▶ Aim of the exercise
Given the material below, output exactly the lines from the line with "thumb mcp: (365, 351)" to the line with "index mcp: (316, 245)", both ends included, and no other lines.

= Beginning of Section =

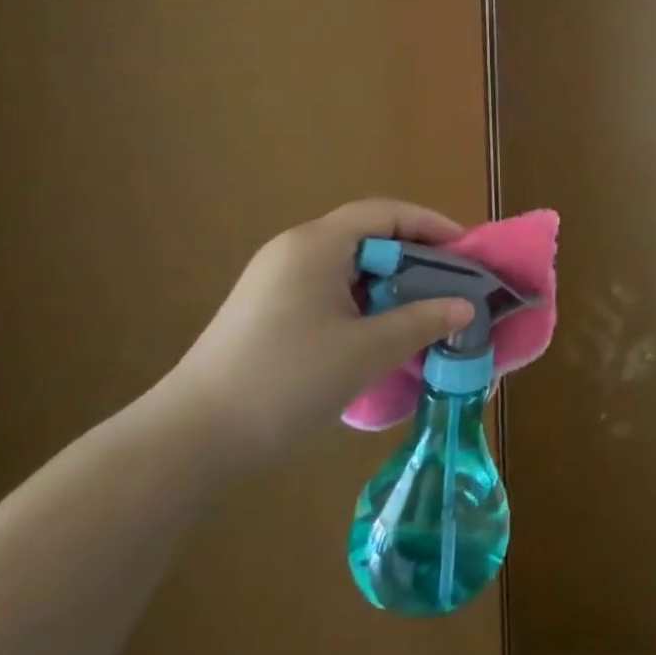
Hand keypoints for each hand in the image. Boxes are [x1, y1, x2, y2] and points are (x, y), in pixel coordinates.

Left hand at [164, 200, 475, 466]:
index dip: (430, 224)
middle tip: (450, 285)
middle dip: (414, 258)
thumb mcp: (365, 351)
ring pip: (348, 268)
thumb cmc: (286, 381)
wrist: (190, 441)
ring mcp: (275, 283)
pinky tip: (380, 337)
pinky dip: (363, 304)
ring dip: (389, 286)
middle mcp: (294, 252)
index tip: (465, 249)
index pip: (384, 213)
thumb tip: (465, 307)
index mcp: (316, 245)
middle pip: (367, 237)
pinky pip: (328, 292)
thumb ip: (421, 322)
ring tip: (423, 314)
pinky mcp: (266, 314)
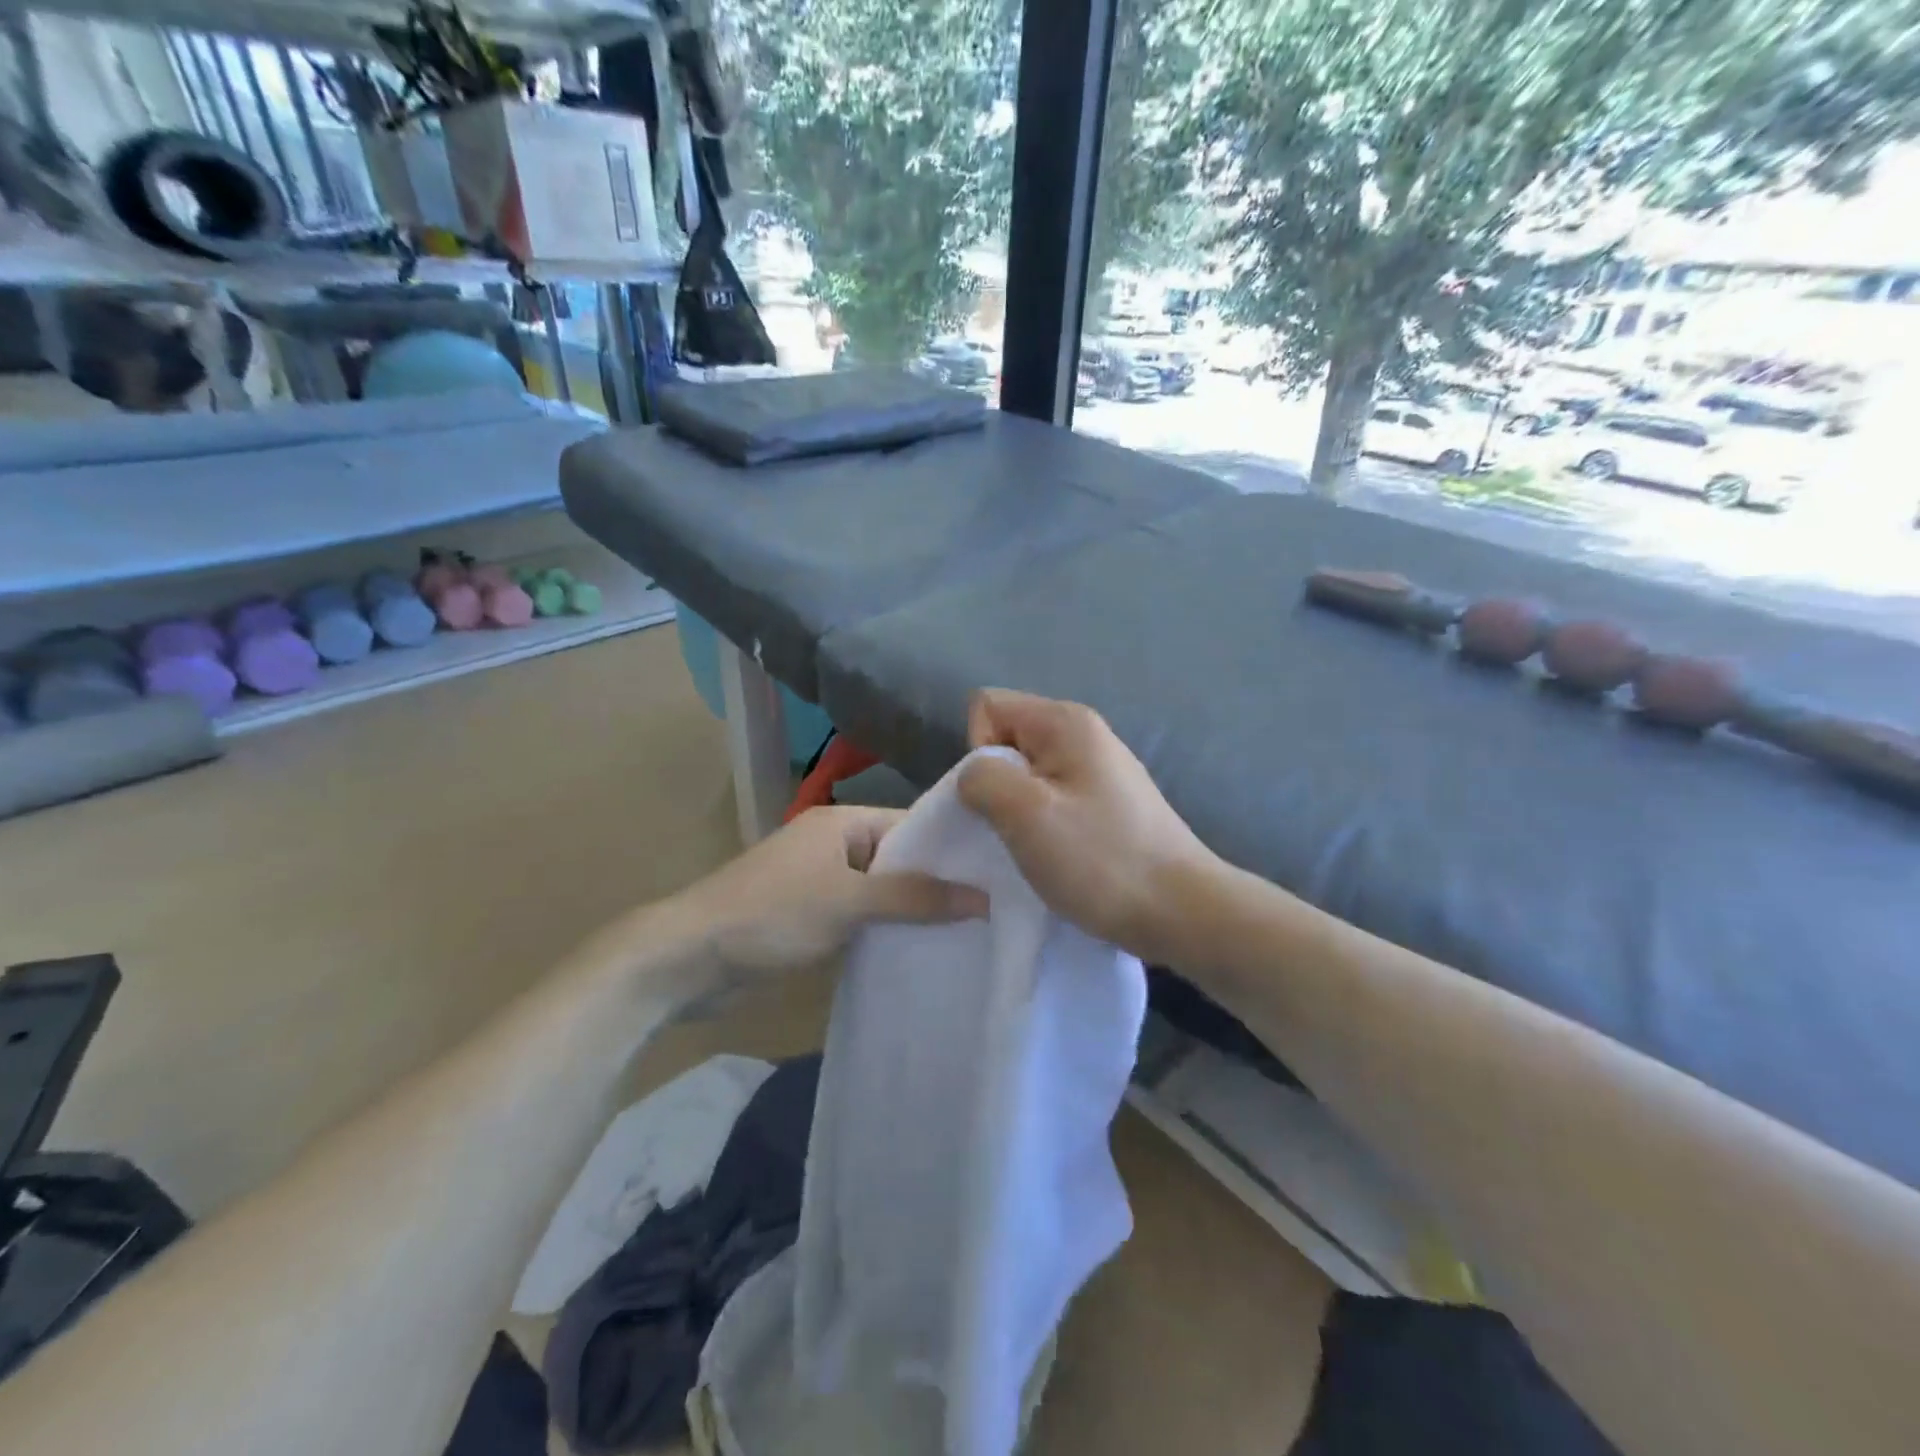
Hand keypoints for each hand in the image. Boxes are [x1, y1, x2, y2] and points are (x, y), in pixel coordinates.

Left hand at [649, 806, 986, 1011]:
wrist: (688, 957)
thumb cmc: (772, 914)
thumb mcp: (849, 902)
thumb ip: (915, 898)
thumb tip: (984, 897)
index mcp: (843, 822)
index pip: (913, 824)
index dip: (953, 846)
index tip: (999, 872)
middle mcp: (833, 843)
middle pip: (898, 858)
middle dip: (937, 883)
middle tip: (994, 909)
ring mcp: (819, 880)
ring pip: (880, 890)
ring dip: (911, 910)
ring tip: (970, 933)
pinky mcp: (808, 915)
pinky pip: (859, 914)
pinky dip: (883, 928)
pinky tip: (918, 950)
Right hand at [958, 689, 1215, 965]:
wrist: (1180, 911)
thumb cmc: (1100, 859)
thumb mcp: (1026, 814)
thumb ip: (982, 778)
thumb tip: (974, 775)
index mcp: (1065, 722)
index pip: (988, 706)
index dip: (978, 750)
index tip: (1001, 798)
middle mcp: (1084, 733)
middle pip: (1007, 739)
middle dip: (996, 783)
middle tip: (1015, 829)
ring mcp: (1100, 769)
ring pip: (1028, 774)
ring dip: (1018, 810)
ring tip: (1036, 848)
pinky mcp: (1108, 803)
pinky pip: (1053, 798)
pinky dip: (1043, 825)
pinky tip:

= End of Section =

▶ Solution for this problem
thumb mcp: (365, 351)
ring pip: (348, 268)
thumb cmc: (286, 381)
wrist: (190, 441)
ring mcp: (275, 283)
pinky tip: (380, 337)
pinky dip: (363, 304)
ring dip: (389, 286)
middle mcp: (294, 252)
index tip: (465, 249)
index pip: (384, 213)
thumb tip: (465, 307)
index mcp: (316, 245)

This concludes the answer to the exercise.